You are right; PTS led the way in the third quarter, clearly, with 13% organic growth. But we felt very good about 4% organic growth in the C&I segment given how global that business is. And in Climate, the 2% was a little -- was lower than what we would have liked to have seen. We had a pretty strong third quarter prior year, so that we're coming off a pretty solid third quarter prior year for the Climate business. And as I mentioned, we believe that weather had -- certainly had some impact on our performance in the quarter. On a year-to-date basis, Climate is performing very well on organic sales growth. So we don't believe that there is any share loss that's impacting our business this year.
We believe that we're performing at least as good as the market, if not a little better, given our focus on organic sales growth; the new people that we've hired in our sales organization to focus on distribution; all the focus that we have put on, in the digital, what we call the digital customer experience, to grow our distribution businesses; the focus on energy efficiency and the new products. We believe all of that is contributing. So my view -- our view is that we're off to a good start this year from an organic sales growth perspective.
Robert P. McCarthy - Senior Analyst
Any update on -- I think you've identified, at least internally, a portion of your business, maybe $250 million of sales, if memory serves, up for divestiture that's perceived as noncore. Any update on divestiture activity, particularly given the robust M&A market?
Mark J. Gliebe - Chairman of the Board, CEO & President
So we're always keeping in front of us those things that are noncore as well as those things that are future opportunities. So nothing to report right now, nothing pending to report right now, but it's certainly still in front of us.

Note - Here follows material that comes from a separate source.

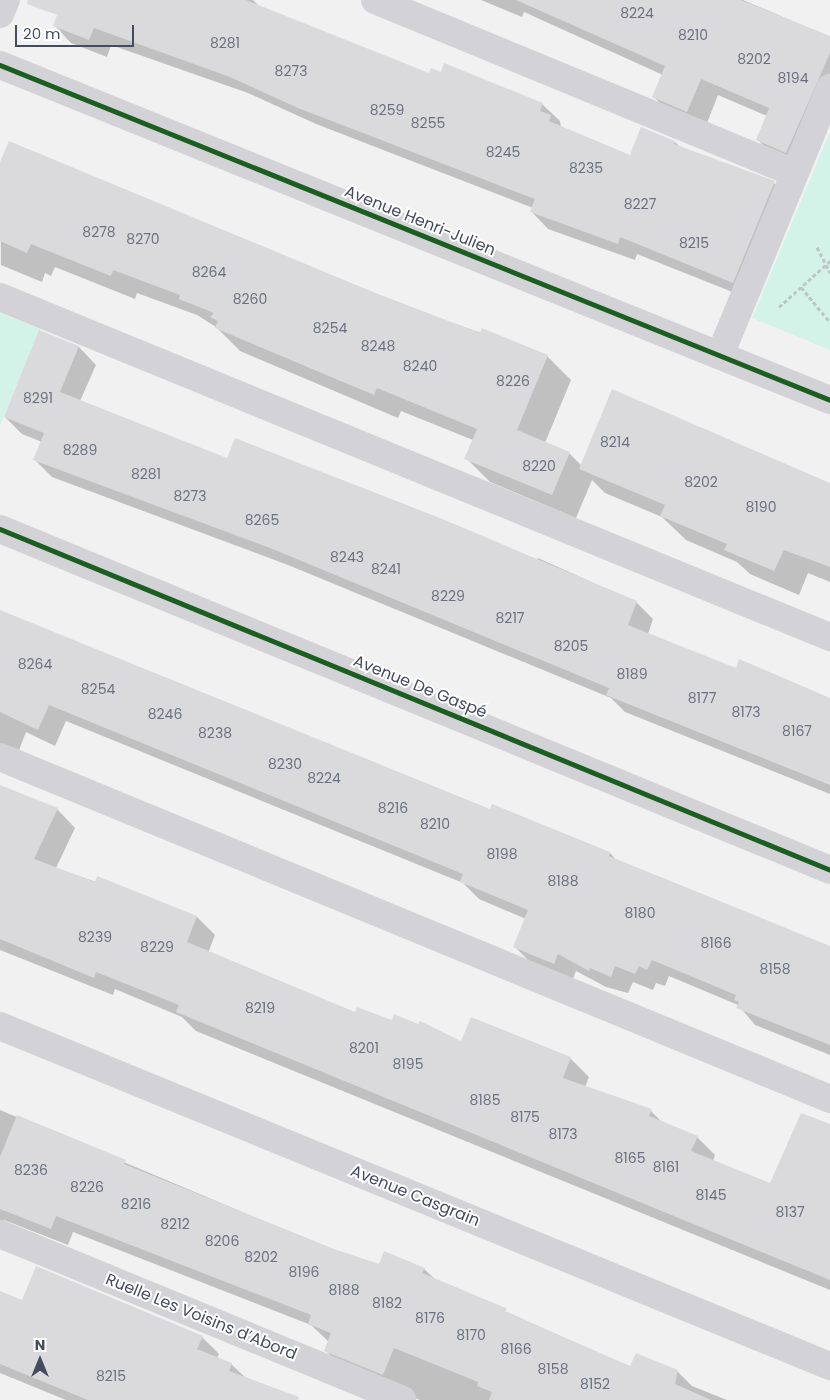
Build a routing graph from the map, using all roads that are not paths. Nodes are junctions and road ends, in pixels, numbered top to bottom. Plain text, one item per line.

Haven't changed our point of view on that topic at all.
Robert P. McCarthy - Senior Analyst
And then finally, and then I'll leave it there, in thinking about '18, obviously, there's going to be question about where the organic growth is going to be for '18, and you have not guided. But in the context of kind of a low single-digit organic growth for '18, kind of looking at the cadence of what we're seeing right now, could you just stack rank what would you think -- what do you think qualitatively your incremental margin lift could be among your businesses? Obviously C&I, we could probably see some payback on that restructuring; and PTS, there's probably room for improvement. But any kind of latest and greatest in terms of what we should think about for planning for incremental margin lift in '18?
Mark J. Gliebe - Chairman of the Board, CEO & President
Well, we haven't changed our view on incremental margins, unless we have the kind of inflation we're having right now. But normally, our incremental margins are 25% to 30% in the Climate space; 30% to 35% in C&I; and 35% to 40% in the PTS segment. That's typically the way it bears out if we're not dealing with significant volatility in inflation.
Robert P. McCarthy - Senior Analyst
So given the inflation, we might think about -- thinking about something on the low end of those ranges just given the price cost kind of headwind?
Mark J. Gliebe - Chairman of the Board, CEO & President
That's fair.
Operator
This concludes our question-and-answer session. I would like to turn the conference back over to Mark Gliebe for any closing remarks.
Mark J. Gliebe - Chairman of the Board, CEO & President
Thank you, operator, and thank you, everyone, for your questions and your interest in Regal. Have a great day.
Operator
The conference has now concluded. Thank you for attending today's presentation. You may now disconnect.